The Dodgers have been quite good for quite some time, but haven’t won it all since 1988 — the weight of that disappointment seems to grow heavier with each passing year that a stellar Los Angeles team can’t get it done.
For the moment, though, their World Series hopes remain alive, after a 7-3 win vs. the Braves in Game 5 of the National League Championship Series on Friday night. They were favored entering the series, but their backs are still against the wall, trailing 3-2 heading into Game 6.
They’re used to high stakes, though, as this marks the Dodgers' fifth trip to the NLCS in the past eight years and fourth in the past five seasons. They went to the World Series in 2017 and 2018. This season, they won their record eighth consecutive National League West title, and entered the postseason with lofty expectations.
“It’s win or go home," said Corey Seager, who went 2-for-4 with three RBIs. "It’s simple. There’s no extra pressure, it is what it is. We know what’s at stake. Every game in any series, it’s just winning that day. It’s not looking forward, it’s not looking to the next day.”
For a few innings, there, it looked like the end might be nearing, but they finally put it all together, combining their heavy-hitting offense with a reliable performance from the bullpen (starter Dustin May was pulled early, after giving up two runs and walking two in two innings, but the bullpen held up).
“It was good to see everyone hold their own tonight,” Dodgers manager Dave Roberts said of the bullpen, which combined to limit the Braves to one run.
They trailed by one run until the sixth, when catcher Will Smith crushed a three-run homer off Braves reliever Will Smith, giving the Dodgers a 4-2 advantage. They piled on with three more in the seventh, courtesy of an RBI single by Mookie Betts and a two-run homer by Seager. In the fourth, after the Braves pulled starter A.J. Minter (who exceeded expectations with zero runs on one hit, zero walks, striking out seven in three innings) for Tyler Matzek, Seager was the first to get them on the board with a solo shot to center field.

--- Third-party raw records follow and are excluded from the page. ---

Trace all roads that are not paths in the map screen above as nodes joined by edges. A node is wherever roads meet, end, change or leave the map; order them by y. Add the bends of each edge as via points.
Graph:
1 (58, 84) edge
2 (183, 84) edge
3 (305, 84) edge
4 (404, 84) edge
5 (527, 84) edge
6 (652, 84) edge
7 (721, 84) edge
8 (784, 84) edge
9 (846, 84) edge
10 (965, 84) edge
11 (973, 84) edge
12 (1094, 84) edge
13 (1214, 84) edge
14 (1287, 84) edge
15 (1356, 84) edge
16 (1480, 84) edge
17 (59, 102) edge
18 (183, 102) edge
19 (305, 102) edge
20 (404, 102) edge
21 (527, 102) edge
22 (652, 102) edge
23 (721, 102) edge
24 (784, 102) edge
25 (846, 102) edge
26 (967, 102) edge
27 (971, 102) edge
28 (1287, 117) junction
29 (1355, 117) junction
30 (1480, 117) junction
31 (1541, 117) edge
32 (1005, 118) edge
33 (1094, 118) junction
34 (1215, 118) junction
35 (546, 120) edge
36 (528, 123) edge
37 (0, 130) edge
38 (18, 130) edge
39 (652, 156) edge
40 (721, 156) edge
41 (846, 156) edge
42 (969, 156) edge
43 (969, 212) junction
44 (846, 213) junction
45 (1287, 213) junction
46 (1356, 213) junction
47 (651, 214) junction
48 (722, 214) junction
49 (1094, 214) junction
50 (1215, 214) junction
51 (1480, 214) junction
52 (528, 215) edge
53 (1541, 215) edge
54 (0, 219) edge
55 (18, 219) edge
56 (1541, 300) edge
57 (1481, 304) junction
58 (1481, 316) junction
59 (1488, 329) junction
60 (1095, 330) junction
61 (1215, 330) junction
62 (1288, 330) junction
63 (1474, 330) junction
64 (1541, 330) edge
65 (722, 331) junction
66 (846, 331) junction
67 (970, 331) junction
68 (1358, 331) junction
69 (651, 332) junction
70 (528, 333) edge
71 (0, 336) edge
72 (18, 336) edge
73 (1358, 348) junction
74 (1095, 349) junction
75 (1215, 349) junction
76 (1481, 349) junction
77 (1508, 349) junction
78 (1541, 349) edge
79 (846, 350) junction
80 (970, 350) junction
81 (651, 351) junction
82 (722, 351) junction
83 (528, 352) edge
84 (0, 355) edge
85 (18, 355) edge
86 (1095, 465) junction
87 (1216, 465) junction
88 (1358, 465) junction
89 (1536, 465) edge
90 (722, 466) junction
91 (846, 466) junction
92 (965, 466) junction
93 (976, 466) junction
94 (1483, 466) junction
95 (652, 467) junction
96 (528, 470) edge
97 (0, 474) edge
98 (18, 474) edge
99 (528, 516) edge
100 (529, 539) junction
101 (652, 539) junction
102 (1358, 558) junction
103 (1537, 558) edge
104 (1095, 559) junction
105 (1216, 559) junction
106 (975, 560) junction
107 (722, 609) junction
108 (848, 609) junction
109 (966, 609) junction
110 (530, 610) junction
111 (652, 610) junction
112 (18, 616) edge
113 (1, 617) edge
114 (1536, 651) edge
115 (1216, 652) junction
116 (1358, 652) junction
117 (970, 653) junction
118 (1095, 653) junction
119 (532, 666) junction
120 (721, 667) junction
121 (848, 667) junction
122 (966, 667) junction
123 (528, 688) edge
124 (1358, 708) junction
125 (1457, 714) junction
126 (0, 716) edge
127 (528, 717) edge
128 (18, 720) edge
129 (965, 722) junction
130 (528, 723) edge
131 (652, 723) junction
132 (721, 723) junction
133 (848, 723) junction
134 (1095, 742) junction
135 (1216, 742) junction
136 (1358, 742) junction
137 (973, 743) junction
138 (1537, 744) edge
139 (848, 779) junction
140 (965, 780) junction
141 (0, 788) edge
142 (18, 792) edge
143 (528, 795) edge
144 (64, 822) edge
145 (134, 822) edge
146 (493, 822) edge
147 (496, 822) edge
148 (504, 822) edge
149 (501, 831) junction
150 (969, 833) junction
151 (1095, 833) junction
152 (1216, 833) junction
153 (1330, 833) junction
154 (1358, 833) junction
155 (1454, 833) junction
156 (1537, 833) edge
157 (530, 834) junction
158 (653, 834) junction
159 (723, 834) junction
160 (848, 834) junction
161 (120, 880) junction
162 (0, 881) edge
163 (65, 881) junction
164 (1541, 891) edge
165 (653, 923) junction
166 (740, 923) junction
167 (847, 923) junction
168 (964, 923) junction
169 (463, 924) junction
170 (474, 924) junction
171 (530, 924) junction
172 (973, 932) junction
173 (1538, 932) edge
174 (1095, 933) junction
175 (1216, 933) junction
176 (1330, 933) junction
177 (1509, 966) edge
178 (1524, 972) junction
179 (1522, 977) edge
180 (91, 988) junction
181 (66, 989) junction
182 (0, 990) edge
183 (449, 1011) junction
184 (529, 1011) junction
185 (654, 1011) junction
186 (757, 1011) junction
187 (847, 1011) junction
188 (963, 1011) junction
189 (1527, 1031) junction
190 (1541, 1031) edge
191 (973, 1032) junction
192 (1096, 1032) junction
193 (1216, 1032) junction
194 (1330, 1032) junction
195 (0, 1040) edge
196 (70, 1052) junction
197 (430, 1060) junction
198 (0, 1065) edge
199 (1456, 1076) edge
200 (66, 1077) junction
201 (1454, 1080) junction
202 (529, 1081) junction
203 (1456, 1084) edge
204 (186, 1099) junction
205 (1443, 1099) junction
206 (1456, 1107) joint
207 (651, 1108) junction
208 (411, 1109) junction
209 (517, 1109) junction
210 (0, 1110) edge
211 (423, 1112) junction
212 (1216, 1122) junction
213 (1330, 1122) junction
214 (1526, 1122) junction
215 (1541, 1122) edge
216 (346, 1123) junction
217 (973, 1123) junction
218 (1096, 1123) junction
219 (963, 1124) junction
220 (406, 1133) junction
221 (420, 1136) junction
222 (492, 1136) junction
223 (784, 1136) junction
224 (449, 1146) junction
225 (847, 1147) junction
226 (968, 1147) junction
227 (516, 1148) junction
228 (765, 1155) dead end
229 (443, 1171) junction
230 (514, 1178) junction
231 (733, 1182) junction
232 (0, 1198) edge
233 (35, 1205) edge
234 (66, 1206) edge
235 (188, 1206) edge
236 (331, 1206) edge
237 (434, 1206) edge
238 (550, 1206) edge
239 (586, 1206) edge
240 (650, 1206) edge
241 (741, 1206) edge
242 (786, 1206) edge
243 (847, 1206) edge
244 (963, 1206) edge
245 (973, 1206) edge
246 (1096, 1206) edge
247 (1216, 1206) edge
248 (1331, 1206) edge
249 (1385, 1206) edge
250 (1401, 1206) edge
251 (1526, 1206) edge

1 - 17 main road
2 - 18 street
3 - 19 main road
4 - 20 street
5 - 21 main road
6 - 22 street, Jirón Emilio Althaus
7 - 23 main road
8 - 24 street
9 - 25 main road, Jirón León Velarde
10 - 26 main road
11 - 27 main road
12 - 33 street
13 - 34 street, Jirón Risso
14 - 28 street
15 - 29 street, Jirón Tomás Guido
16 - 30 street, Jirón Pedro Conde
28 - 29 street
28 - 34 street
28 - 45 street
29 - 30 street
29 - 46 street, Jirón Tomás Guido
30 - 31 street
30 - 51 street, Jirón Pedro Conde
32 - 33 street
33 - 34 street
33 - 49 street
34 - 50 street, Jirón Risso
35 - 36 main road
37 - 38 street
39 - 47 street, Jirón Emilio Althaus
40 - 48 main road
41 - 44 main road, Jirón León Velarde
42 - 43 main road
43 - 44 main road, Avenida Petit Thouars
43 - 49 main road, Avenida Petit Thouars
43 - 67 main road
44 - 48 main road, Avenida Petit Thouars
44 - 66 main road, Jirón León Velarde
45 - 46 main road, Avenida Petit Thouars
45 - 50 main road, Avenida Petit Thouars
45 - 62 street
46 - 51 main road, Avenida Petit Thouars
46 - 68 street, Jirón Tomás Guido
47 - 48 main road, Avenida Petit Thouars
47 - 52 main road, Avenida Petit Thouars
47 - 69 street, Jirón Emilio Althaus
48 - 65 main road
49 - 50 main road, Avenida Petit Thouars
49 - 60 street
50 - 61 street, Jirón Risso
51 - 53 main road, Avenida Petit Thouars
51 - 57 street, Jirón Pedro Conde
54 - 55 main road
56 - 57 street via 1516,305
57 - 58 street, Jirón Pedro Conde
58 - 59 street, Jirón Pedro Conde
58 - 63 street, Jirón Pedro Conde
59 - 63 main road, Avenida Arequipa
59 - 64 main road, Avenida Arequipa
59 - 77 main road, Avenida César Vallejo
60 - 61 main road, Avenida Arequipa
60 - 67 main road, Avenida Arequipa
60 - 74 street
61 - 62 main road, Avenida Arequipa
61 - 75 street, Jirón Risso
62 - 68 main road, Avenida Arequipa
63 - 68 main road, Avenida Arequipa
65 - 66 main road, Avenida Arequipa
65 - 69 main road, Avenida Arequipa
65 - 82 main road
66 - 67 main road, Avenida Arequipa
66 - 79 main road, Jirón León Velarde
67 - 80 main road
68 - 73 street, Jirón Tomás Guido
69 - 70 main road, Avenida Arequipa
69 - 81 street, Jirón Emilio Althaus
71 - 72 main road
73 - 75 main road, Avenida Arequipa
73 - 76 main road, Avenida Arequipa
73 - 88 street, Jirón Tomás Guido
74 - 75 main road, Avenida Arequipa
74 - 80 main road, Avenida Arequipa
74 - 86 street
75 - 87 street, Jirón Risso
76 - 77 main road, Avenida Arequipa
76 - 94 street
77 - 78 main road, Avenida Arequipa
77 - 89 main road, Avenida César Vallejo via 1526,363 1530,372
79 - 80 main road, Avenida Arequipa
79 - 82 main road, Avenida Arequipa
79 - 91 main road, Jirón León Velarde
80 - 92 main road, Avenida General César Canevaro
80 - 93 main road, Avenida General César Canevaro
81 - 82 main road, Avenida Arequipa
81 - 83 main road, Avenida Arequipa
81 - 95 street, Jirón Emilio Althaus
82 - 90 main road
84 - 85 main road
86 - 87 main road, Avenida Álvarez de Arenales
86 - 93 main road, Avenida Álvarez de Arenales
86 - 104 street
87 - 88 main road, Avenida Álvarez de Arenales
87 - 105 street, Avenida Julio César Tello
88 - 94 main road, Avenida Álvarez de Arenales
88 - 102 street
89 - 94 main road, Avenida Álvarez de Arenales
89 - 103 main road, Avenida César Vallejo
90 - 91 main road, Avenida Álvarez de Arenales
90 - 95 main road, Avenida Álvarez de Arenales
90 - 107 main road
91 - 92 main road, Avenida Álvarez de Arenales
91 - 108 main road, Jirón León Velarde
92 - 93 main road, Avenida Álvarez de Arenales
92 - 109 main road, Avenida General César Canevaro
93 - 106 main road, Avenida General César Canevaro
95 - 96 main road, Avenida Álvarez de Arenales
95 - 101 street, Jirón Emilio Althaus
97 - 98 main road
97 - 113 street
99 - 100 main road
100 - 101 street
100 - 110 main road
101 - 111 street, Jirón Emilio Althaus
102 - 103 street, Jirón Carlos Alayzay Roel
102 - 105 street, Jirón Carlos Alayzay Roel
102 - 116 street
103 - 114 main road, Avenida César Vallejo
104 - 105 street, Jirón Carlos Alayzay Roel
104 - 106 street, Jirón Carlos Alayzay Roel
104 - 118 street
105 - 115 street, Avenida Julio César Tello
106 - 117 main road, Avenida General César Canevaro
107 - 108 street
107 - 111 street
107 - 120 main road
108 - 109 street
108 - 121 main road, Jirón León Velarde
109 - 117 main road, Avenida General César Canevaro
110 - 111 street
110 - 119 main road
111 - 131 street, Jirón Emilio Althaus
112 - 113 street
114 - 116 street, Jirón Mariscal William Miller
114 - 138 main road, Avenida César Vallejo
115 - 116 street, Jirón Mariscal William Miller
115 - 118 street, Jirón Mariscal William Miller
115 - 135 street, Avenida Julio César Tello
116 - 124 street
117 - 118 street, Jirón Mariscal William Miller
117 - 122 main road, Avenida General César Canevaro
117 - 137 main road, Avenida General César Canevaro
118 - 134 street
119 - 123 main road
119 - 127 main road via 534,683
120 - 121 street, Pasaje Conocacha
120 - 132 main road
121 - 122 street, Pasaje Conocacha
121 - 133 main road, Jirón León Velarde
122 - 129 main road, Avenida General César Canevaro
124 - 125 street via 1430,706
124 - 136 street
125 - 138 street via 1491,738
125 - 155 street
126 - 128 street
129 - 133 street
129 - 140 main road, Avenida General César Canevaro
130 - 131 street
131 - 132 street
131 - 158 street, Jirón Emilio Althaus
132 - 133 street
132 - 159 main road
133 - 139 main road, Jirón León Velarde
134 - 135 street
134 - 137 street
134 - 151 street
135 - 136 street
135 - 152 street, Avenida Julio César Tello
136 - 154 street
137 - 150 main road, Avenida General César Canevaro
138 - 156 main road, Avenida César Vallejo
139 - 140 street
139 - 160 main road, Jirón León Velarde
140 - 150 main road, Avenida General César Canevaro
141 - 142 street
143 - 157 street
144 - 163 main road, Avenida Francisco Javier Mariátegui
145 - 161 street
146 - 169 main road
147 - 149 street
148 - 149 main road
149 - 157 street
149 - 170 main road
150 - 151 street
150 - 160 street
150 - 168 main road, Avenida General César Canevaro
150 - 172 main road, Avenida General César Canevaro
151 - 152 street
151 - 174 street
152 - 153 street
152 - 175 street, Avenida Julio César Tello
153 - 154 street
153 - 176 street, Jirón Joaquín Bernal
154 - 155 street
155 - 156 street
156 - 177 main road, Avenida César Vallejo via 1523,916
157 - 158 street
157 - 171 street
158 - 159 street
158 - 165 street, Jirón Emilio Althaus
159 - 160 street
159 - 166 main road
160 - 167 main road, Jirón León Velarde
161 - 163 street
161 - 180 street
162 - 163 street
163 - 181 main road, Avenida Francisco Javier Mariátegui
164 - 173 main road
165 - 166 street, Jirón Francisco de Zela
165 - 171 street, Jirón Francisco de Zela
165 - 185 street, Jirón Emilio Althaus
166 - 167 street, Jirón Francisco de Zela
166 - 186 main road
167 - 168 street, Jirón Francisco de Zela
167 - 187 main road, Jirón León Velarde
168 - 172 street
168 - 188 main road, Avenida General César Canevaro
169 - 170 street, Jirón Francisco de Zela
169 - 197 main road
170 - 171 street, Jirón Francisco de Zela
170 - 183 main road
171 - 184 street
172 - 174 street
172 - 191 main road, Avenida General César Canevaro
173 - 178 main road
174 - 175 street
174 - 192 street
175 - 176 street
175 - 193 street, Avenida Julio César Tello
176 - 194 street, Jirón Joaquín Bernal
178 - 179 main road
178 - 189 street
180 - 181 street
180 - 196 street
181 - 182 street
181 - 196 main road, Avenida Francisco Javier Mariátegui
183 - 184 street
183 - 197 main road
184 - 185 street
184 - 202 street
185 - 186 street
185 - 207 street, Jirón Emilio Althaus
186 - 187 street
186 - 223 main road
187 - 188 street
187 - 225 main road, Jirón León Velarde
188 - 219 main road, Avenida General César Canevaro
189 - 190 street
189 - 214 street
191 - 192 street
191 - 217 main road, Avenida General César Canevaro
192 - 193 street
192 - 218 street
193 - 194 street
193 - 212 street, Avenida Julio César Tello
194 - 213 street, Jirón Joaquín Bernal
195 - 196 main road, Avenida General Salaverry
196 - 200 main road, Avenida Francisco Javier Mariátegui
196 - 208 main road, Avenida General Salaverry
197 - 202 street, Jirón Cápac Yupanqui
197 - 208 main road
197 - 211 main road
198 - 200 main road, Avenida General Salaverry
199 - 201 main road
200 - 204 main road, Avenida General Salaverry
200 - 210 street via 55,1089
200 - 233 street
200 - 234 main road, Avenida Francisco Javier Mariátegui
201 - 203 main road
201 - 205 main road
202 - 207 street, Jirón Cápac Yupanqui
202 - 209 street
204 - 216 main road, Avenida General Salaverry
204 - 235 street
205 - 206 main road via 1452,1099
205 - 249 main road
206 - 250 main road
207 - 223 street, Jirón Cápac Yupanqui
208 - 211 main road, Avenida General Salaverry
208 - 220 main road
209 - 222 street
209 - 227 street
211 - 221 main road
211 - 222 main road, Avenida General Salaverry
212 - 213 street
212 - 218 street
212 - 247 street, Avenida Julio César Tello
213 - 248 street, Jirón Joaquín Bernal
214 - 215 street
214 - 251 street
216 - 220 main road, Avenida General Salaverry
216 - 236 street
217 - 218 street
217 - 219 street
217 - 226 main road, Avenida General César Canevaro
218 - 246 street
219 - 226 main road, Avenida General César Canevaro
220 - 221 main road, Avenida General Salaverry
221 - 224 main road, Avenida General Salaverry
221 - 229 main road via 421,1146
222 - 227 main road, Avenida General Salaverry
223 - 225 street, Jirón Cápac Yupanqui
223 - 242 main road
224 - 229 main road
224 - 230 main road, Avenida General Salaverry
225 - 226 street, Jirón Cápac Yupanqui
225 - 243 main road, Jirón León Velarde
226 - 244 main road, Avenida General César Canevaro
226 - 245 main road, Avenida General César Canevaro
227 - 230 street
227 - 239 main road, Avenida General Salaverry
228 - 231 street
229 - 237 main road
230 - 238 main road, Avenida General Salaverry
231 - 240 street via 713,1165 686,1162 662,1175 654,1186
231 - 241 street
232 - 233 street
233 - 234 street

The game-changer for the Dodgers, though, was Betts' phenomenal defensive grab and a costly mistake made by Marcell Ozuna in the third inning, when he left third base too early, before Betts threw home, and was called out at third instead of putting Atlanta up by three.
Betts was mostly just focused on not falling over, considering the ground he had to cover to snag a fly ball from Dansby Swanson.
“I just knew I needed to stay on my feet in order to get a throw off and have a chance at him at home, so that was my whole plan to do whatever I can to stay on my feet," Betts said. "We were able to get a stop, really. Yesterday, we couldn’t stop the bleeding and today we were able to get a stop right there and put some pressure back on them. I think a 3-1 game right there, that’s attainable for sure.”
The play helped get things rolling for the Dodgers, per Seager.
“It’s not always on the offensive side that you get the spark," Seager said. "A big play like that, a big moment, changes everything for you. You go into the dugout with some energy, you scratch some runs and the whole thing changes.”
And, once the Dodgers are rolling, they’re difficult to stop (as the 15 runs scored in their Game 3 win would suggest).
It takes a while to list the ways in which they’ve excelled this season: their historic offense set an MLB record with 118 home runs, an average of 1.97 per game. They had the best record in baseball (43-17 in the regular season), and their .717 win percentage set a franchise record. Their deep starting pitching staff led the league in ERA (a collective 3.02), opponents' batting average (.231) and WHIP (1.06).
All year (granted, a truncated one), they’ve only lost one series. This one, obviously, is still in the works.
But the Braves have some potent offense of their own, and have stitched together more quality starting pitching than they originally seemed to have arsenal (remember 22-year-old rookie Bryse Wilson out-dueling Kershaw in Game 4?) In Game 5, Atlanta took a 1-0 lead in the first after a sacrifice fly by Travis d’Arnaud and made the score 2-0 in the second via a Cristian Pache RBI single.
Apart from a leadoff double by Freddie Freeman in the eighth, though, which led to one run after a ground out by d’Arnaud, this time the Braves failed to respond after the Dodgers piled on. They didn’t have a baserunner from the beginning of the fourth inning until the seventh, with the wind knocked out of them, it seemed, after the mistake by Ozuna.
So for now, the Dodgers are still in it. And they’ll try to put it all together again in Game 6.
“They did a great job,” Roberts said of how his team is handling the must-win scenario it finds itself in. “I think that just seeing the looseness and guys having fun preparing for the game, but when the game starts, it gets tense. And guys are focused. But some big hits, and Mookie’s play, offensively, defensively, obviously the big homers tonight kind of eased some things... The win was huge, obviously."